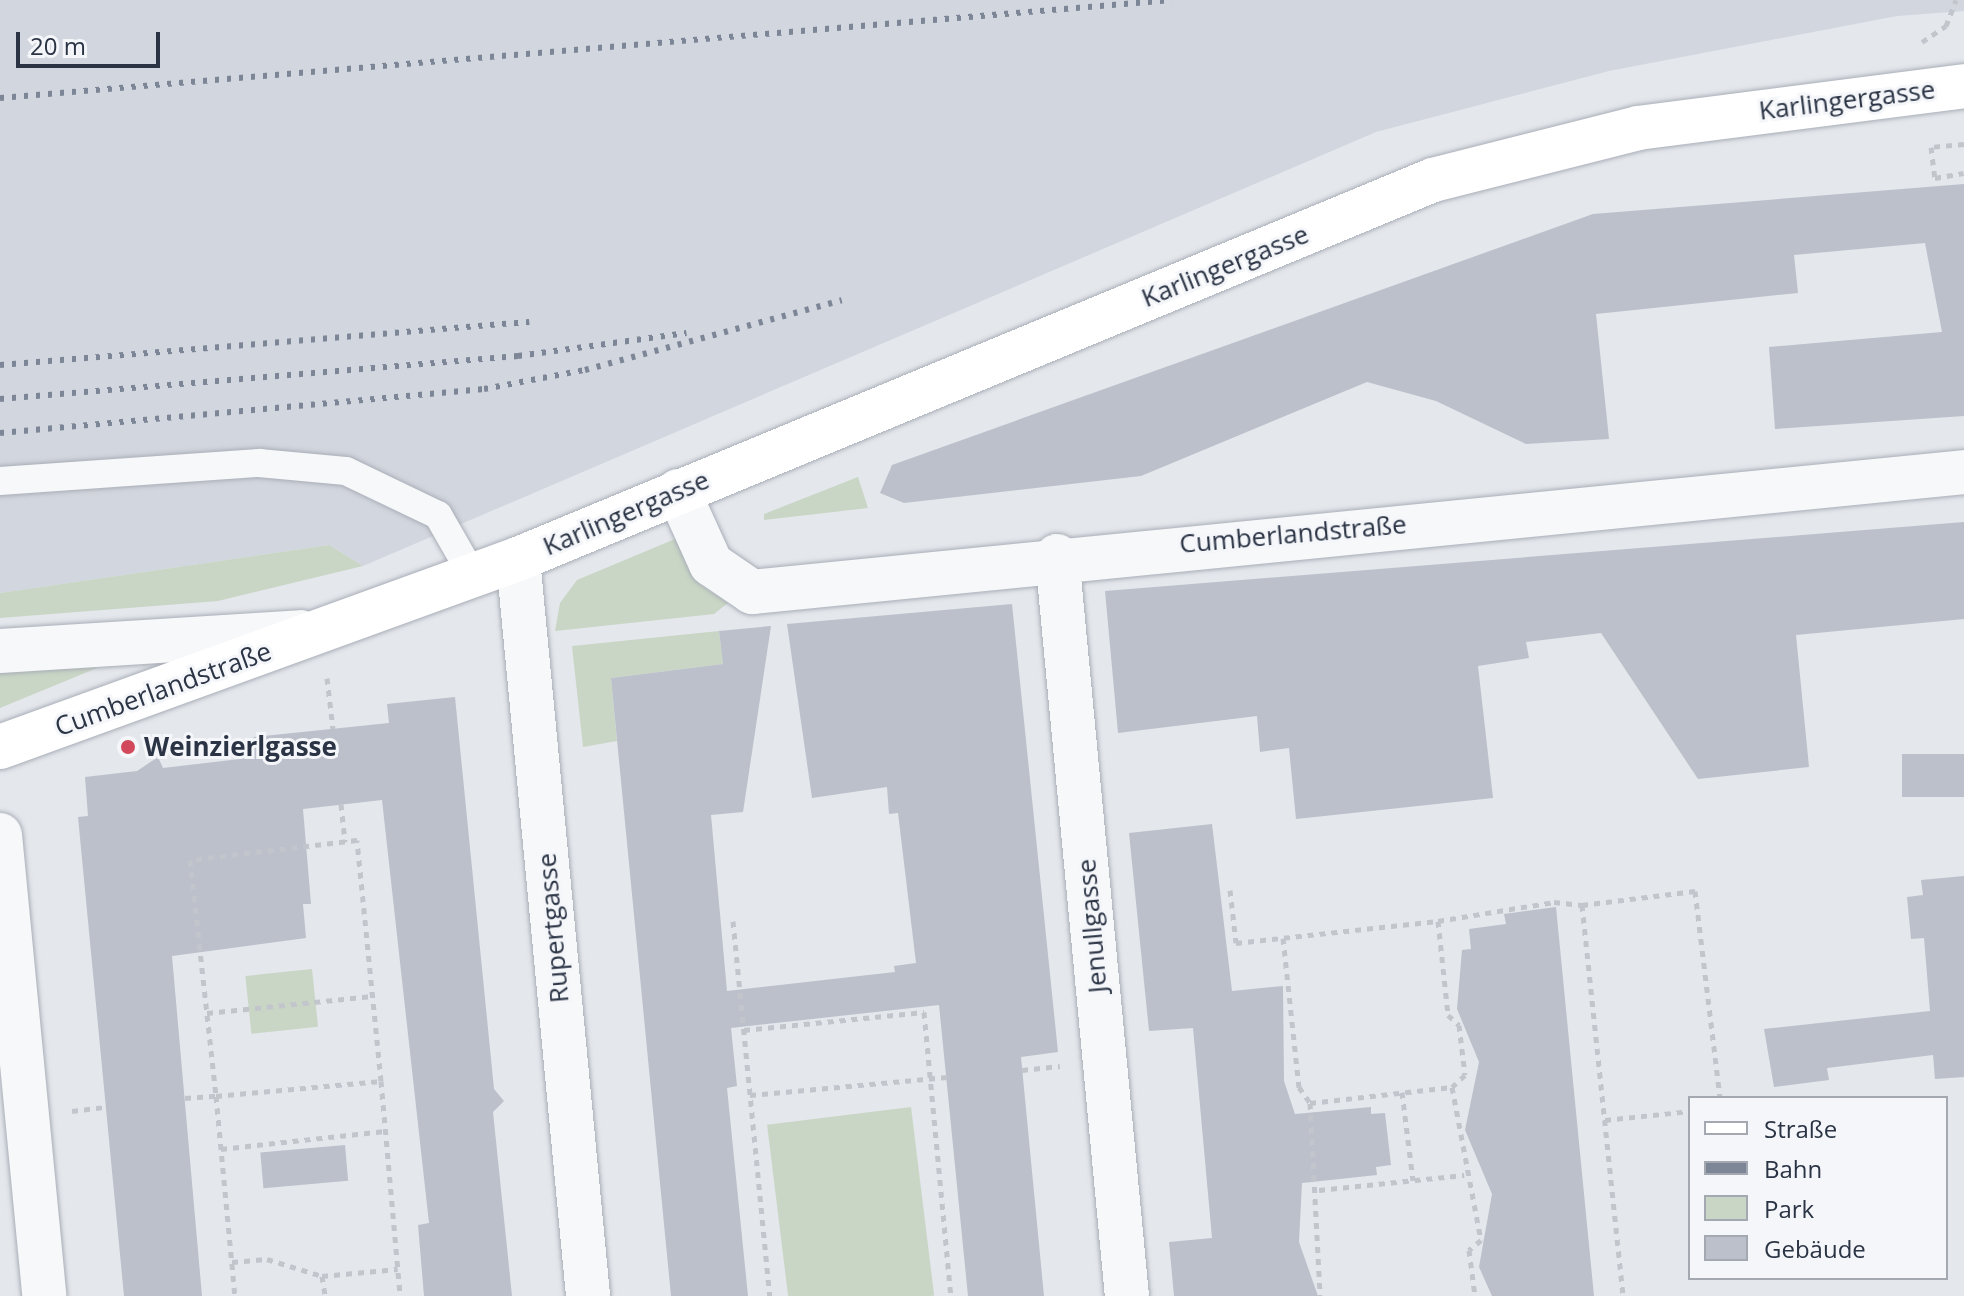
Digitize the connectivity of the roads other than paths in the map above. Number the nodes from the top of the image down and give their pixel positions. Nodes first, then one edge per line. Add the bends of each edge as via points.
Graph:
1 (1964, 86) edge
2 (1964, 472) edge
3 (0, 481) edge
4 (678, 491) junction
5 (1057, 556) junction
6 (518, 559) junction
7 (473, 576) junction
8 (326, 630) junction
9 (0, 651) edge
10 (0, 747) edge
11 (0, 835) edge
12 (44, 1296) edge
13 (588, 1296) edge
14 (1127, 1296) edge

1 - 4 street, Karlingergasse via 1638,128 1433,180
2 - 5 street, Cumberlandstraße
3 - 7 lane via 259,463 346,471 438,515
4 - 5 street, Cumberlandstraße via 711,564 752,592
4 - 6 street, Karlingergasse
5 - 14 street, Jenullgasse
6 - 7 street, Cumberlandstraße
6 - 13 street, Rupertgasse
7 - 8 street, Cumberlandstraße
8 - 9 street, Cumberlandstraße
8 - 10 street, Cumberlandstraße
11 - 12 street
================
▶ **About this task**
Omit each image and transcribe the remaining records word for word.

▶ **Task result**
Digitize the connectivity of the roads other than paths in the map above. Number the nodes from the top of the image down and give their pixel positions. Nodes first, then one edge per line. Add the bends of each edge as via points.
Graph:
1 (1964, 86) edge
2 (1964, 472) edge
3 (0, 481) edge
4 (678, 491) junction
5 (1057, 556) junction
6 (518, 559) junction
7 (473, 576) junction
8 (326, 630) junction
9 (0, 651) edge
10 (0, 747) edge
11 (0, 835) edge
12 (44, 1296) edge
13 (588, 1296) edge
14 (1127, 1296) edge

1 - 4 street, Karlingergasse via 1638,128 1433,180
2 - 5 street, Cumberlandstraße
3 - 7 lane via 259,463 346,471 438,515
4 - 5 street, Cumberlandstraße via 711,564 752,592
4 - 6 street, Karlingergasse
5 - 14 street, Jenullgasse
6 - 7 street, Cumberlandstraße
6 - 13 street, Rupertgasse
7 - 8 street, Cumberlandstraße
8 - 9 street, Cumberlandstraße
8 - 10 street, Cumberlandstraße
11 - 12 street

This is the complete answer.